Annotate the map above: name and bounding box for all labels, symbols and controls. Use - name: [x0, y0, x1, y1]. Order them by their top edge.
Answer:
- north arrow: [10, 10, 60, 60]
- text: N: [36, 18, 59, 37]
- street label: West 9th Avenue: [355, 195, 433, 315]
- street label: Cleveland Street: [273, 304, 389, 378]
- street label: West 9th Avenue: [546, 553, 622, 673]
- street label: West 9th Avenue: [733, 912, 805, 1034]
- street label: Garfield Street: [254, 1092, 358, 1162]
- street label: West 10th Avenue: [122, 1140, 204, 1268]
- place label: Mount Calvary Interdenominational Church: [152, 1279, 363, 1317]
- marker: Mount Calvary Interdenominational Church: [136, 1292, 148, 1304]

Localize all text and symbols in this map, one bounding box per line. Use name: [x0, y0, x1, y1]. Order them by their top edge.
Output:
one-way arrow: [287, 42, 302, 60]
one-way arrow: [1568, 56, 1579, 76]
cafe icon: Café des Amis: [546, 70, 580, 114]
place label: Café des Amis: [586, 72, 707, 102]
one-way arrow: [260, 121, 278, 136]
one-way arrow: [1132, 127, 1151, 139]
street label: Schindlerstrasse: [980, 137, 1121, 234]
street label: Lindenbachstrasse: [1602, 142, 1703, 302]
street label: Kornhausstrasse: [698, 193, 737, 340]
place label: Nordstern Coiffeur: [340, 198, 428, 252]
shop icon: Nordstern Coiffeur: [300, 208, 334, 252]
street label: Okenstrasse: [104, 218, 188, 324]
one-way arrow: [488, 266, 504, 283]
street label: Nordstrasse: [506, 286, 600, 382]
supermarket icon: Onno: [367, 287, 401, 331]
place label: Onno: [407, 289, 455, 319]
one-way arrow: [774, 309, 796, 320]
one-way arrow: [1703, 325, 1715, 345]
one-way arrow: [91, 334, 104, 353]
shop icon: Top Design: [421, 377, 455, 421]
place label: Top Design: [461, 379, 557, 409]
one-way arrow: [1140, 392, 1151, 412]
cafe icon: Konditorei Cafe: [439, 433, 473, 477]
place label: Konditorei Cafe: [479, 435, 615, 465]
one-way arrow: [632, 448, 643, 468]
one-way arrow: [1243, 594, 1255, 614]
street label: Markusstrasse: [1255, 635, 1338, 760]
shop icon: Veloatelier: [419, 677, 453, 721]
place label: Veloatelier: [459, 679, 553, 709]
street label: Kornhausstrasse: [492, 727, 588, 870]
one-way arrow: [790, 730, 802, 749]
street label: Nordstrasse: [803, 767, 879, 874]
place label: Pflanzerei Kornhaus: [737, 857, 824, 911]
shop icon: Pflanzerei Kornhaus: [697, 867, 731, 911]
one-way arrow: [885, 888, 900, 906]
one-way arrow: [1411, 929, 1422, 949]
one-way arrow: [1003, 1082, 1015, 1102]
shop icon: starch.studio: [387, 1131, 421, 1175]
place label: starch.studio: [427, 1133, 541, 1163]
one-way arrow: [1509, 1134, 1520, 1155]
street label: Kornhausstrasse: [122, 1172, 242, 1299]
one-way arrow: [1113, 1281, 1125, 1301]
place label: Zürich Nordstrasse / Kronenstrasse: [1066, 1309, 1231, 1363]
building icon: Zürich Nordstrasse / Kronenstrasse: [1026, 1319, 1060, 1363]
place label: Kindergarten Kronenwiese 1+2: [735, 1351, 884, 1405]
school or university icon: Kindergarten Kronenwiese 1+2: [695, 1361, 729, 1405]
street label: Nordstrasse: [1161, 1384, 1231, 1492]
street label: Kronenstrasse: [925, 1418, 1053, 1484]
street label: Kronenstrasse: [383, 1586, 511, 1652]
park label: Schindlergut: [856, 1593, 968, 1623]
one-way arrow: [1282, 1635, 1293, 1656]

### TASK STATEMENT
Repeat the listing exactly, from its first line to its last.

### WRITTEN SOLUTION
Annotate the map above: name and bounding box for all labels, symbols and controls. Use - name: [x0, y0, x1, y1]. Order them by their top edge.
Answer:
- north arrow: [10, 10, 60, 60]
- text: N: [36, 18, 59, 37]
- street label: West 9th Avenue: [355, 195, 433, 315]
- street label: Cleveland Street: [273, 304, 389, 378]
- street label: West 9th Avenue: [546, 553, 622, 673]
- street label: West 9th Avenue: [733, 912, 805, 1034]
- street label: Garfield Street: [254, 1092, 358, 1162]
- street label: West 10th Avenue: [122, 1140, 204, 1268]
- place label: Mount Calvary Interdenominational Church: [152, 1279, 363, 1317]
- marker: Mount Calvary Interdenominational Church: [136, 1292, 148, 1304]

Localize all text and symbols in this map, one bounding box per line. Use name: [x0, y0, x1, y1]. Order them by their top edge.
Output:
one-way arrow: [287, 42, 302, 60]
one-way arrow: [1568, 56, 1579, 76]
cafe icon: Café des Amis: [546, 70, 580, 114]
place label: Café des Amis: [586, 72, 707, 102]
one-way arrow: [260, 121, 278, 136]
one-way arrow: [1132, 127, 1151, 139]
street label: Schindlerstrasse: [980, 137, 1121, 234]
street label: Lindenbachstrasse: [1602, 142, 1703, 302]
street label: Kornhausstrasse: [698, 193, 737, 340]
place label: Nordstern Coiffeur: [340, 198, 428, 252]
shop icon: Nordstern Coiffeur: [300, 208, 334, 252]
street label: Okenstrasse: [104, 218, 188, 324]
one-way arrow: [488, 266, 504, 283]
street label: Nordstrasse: [506, 286, 600, 382]
supermarket icon: Onno: [367, 287, 401, 331]
place label: Onno: [407, 289, 455, 319]
one-way arrow: [774, 309, 796, 320]
one-way arrow: [1703, 325, 1715, 345]
one-way arrow: [91, 334, 104, 353]
shop icon: Top Design: [421, 377, 455, 421]
place label: Top Design: [461, 379, 557, 409]
one-way arrow: [1140, 392, 1151, 412]
cafe icon: Konditorei Cafe: [439, 433, 473, 477]
place label: Konditorei Cafe: [479, 435, 615, 465]
one-way arrow: [632, 448, 643, 468]
one-way arrow: [1243, 594, 1255, 614]
street label: Markusstrasse: [1255, 635, 1338, 760]
shop icon: Veloatelier: [419, 677, 453, 721]
place label: Veloatelier: [459, 679, 553, 709]
street label: Kornhausstrasse: [492, 727, 588, 870]
one-way arrow: [790, 730, 802, 749]
street label: Nordstrasse: [803, 767, 879, 874]
place label: Pflanzerei Kornhaus: [737, 857, 824, 911]
shop icon: Pflanzerei Kornhaus: [697, 867, 731, 911]
one-way arrow: [885, 888, 900, 906]
one-way arrow: [1411, 929, 1422, 949]
one-way arrow: [1003, 1082, 1015, 1102]
shop icon: starch.studio: [387, 1131, 421, 1175]
place label: starch.studio: [427, 1133, 541, 1163]
one-way arrow: [1509, 1134, 1520, 1155]
street label: Kornhausstrasse: [122, 1172, 242, 1299]
one-way arrow: [1113, 1281, 1125, 1301]
place label: Zürich Nordstrasse / Kronenstrasse: [1066, 1309, 1231, 1363]
building icon: Zürich Nordstrasse / Kronenstrasse: [1026, 1319, 1060, 1363]
place label: Kindergarten Kronenwiese 1+2: [735, 1351, 884, 1405]
school or university icon: Kindergarten Kronenwiese 1+2: [695, 1361, 729, 1405]
street label: Nordstrasse: [1161, 1384, 1231, 1492]
street label: Kronenstrasse: [925, 1418, 1053, 1484]
street label: Kronenstrasse: [383, 1586, 511, 1652]
park label: Schindlergut: [856, 1593, 968, 1623]
one-way arrow: [1282, 1635, 1293, 1656]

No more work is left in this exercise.